* Material for this exercise
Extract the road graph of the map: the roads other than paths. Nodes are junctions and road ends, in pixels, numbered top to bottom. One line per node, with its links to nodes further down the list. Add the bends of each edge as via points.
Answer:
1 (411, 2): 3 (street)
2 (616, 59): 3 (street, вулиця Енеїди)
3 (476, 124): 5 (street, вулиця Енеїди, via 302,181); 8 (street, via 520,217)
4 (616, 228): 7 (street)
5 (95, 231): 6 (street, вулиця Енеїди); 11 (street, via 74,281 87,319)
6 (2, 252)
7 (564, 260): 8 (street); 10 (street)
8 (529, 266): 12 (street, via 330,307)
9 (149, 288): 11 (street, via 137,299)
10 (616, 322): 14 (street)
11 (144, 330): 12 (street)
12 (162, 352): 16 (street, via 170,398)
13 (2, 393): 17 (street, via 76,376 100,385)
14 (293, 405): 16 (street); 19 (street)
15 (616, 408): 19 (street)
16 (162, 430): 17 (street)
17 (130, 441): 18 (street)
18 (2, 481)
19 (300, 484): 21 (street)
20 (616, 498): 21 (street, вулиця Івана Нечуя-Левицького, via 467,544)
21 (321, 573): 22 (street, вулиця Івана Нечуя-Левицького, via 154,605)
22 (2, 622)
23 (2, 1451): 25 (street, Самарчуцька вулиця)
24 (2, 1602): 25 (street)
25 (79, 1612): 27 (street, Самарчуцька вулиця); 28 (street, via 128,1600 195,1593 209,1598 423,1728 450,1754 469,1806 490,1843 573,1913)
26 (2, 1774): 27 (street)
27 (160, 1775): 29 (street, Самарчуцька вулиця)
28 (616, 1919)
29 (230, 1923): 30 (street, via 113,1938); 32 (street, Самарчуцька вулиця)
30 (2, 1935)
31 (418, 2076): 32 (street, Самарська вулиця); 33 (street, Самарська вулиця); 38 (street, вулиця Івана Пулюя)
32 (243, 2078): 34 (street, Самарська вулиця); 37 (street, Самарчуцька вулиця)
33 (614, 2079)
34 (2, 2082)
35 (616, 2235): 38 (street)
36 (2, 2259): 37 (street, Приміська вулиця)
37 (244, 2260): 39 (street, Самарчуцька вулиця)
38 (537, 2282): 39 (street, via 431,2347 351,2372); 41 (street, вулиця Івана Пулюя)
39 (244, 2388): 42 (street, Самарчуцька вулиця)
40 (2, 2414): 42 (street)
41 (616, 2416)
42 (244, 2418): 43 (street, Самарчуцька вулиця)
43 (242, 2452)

* Task instructions
Please return every line in the data that includes the string "Пулюя".

* Expected answer
31 (418, 2076): 32 (street, Самарська вулиця); 33 (street, Самарська вулиця); 38 (street, вулиця Івана Пулюя)
38 (537, 2282): 39 (street, via 431,2347 351,2372); 41 (street, вулиця Івана Пулюя)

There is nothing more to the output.